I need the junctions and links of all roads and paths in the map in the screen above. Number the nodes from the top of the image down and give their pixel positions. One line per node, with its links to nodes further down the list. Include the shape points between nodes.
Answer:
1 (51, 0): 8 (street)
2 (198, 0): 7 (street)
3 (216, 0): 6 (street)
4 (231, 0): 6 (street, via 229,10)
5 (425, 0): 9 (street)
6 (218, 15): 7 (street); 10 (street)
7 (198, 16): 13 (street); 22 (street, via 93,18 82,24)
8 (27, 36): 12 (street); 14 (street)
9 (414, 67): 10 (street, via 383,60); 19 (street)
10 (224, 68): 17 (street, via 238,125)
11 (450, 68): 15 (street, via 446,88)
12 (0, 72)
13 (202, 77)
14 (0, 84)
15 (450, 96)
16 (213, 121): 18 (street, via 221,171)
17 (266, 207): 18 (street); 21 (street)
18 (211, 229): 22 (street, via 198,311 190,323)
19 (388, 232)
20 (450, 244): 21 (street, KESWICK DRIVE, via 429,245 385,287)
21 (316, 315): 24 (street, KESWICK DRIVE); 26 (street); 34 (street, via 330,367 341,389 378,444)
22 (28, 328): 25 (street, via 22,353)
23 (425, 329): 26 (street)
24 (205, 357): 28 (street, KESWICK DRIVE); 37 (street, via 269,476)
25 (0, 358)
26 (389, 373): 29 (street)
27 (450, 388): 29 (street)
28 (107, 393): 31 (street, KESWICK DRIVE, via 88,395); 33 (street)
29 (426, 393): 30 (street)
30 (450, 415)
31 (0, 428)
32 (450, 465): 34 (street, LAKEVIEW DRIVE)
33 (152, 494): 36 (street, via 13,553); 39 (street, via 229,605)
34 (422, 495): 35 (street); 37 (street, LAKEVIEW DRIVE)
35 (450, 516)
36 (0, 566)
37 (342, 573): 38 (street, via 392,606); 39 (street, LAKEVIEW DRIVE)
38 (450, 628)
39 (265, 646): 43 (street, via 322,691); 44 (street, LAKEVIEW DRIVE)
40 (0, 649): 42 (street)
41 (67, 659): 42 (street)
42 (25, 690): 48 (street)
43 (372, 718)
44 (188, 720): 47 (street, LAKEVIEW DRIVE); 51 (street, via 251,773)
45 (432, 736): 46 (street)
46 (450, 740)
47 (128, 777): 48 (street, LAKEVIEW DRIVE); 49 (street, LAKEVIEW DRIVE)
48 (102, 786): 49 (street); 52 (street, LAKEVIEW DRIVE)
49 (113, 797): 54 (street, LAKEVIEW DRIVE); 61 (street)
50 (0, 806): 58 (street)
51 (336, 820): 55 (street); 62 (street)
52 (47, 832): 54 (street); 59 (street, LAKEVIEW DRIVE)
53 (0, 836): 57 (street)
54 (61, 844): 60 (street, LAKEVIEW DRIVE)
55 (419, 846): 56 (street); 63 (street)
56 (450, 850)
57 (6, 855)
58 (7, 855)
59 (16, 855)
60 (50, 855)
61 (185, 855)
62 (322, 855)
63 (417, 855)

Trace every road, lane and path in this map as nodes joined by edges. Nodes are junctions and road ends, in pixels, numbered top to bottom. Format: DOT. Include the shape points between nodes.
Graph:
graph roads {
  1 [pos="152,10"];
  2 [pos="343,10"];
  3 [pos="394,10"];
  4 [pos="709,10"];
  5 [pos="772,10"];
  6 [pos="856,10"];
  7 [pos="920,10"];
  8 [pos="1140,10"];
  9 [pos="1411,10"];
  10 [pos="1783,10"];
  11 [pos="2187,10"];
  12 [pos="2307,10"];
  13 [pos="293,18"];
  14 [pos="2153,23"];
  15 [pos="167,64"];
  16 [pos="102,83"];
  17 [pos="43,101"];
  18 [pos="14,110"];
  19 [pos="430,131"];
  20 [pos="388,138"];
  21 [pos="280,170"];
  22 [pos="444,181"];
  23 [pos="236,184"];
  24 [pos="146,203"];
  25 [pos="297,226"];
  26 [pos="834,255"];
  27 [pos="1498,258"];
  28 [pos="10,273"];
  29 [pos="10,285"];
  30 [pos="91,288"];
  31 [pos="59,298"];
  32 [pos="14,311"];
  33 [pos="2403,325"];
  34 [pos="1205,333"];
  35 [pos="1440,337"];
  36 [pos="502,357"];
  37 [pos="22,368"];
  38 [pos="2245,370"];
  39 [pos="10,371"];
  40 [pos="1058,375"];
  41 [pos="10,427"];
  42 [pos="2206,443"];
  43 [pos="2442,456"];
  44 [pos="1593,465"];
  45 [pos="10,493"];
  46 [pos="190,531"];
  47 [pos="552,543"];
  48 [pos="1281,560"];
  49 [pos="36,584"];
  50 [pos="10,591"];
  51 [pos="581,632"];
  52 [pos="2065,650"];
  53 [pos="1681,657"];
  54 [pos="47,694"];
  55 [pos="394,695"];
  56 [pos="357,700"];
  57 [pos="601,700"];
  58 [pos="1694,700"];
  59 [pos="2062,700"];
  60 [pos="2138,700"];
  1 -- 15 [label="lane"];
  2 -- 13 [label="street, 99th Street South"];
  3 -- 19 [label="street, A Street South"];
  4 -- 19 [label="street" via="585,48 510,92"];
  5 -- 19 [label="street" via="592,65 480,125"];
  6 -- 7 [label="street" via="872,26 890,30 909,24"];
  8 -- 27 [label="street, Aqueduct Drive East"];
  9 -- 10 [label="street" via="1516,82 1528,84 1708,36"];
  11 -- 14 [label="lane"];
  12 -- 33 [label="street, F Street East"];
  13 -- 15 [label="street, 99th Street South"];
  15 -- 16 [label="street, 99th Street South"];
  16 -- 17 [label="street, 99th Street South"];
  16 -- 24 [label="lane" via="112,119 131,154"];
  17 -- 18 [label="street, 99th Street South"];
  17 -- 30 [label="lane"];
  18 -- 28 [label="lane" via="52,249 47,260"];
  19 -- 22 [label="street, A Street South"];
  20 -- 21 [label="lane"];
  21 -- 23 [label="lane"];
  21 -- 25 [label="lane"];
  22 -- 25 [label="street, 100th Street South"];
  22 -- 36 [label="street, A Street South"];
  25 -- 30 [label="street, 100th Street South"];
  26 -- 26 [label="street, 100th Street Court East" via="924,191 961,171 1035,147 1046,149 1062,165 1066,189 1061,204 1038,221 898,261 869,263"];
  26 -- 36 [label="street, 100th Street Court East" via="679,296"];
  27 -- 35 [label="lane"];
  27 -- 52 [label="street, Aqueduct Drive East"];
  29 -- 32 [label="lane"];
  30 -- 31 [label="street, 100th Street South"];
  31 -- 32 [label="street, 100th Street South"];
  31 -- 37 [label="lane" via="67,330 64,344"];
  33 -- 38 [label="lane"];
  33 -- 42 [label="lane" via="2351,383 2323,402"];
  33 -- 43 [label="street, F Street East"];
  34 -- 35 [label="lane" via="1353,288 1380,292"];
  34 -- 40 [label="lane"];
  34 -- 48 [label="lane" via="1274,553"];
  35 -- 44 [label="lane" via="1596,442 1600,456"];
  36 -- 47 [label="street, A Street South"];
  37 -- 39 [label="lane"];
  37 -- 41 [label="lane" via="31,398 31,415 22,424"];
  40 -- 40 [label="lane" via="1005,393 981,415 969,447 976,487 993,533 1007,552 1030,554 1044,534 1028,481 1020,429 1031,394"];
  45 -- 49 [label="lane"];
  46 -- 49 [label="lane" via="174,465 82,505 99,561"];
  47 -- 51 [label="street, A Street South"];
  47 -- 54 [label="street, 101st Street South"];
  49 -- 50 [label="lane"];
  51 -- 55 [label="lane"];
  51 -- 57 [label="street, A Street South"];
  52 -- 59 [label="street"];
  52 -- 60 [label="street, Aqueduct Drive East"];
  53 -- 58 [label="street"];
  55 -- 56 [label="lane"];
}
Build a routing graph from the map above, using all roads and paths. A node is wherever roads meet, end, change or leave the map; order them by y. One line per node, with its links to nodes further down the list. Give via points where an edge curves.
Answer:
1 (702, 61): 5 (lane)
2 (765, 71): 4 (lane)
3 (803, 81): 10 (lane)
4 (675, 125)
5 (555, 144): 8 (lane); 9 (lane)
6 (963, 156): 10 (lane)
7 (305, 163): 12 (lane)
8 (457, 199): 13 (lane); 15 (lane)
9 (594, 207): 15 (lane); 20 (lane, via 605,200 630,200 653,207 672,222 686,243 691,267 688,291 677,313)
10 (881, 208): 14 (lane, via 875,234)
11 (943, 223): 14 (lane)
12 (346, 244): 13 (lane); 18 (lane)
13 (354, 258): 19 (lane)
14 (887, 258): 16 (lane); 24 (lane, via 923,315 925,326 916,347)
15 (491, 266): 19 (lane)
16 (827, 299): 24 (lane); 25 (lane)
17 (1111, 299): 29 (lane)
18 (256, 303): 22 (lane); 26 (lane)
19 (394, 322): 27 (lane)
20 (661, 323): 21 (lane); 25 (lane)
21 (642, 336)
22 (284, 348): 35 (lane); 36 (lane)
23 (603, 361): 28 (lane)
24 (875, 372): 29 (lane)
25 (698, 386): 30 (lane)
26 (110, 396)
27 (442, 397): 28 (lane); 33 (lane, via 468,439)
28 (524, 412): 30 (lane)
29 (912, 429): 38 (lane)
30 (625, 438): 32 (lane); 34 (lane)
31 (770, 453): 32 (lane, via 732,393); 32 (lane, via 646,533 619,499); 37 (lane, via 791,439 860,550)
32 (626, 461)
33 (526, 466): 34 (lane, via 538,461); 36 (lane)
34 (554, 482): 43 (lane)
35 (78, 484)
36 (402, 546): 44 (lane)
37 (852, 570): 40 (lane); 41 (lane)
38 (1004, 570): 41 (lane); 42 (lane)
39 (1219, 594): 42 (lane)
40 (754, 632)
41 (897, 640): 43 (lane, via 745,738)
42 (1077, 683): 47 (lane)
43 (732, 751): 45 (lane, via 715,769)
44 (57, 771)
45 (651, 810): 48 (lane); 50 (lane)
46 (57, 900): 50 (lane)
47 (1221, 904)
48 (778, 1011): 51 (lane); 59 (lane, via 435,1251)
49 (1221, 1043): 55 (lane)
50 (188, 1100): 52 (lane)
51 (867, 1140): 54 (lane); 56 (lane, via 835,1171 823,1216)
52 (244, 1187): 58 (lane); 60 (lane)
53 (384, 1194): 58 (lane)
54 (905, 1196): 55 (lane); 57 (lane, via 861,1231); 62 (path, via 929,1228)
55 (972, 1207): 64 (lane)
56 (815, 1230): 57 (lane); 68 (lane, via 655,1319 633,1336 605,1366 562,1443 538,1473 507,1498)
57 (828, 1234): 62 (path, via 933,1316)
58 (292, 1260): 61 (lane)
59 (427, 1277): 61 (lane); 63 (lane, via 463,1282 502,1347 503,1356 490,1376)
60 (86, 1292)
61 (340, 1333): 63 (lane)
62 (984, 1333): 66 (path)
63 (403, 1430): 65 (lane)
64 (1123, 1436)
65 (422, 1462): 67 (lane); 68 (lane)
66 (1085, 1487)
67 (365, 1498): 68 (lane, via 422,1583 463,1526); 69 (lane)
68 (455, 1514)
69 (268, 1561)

· · · ·

Work required: Where the string "shape" shows up in the listing above, copy the line that holds it.

Expected answer:
I need the junctions and links of all roads and paths in the map in the screen above. Number the nodes from the top of the image down and give their pixel positions. One line per node, with its links to nodes further down the list. Include the shape points between nodes.
Trace every road, lane and path in this map as nodes joined by edges. Nodes are junctions and road ends, in pixels, numbered top to bottom. Format: DOT. Include the shape points between nodes.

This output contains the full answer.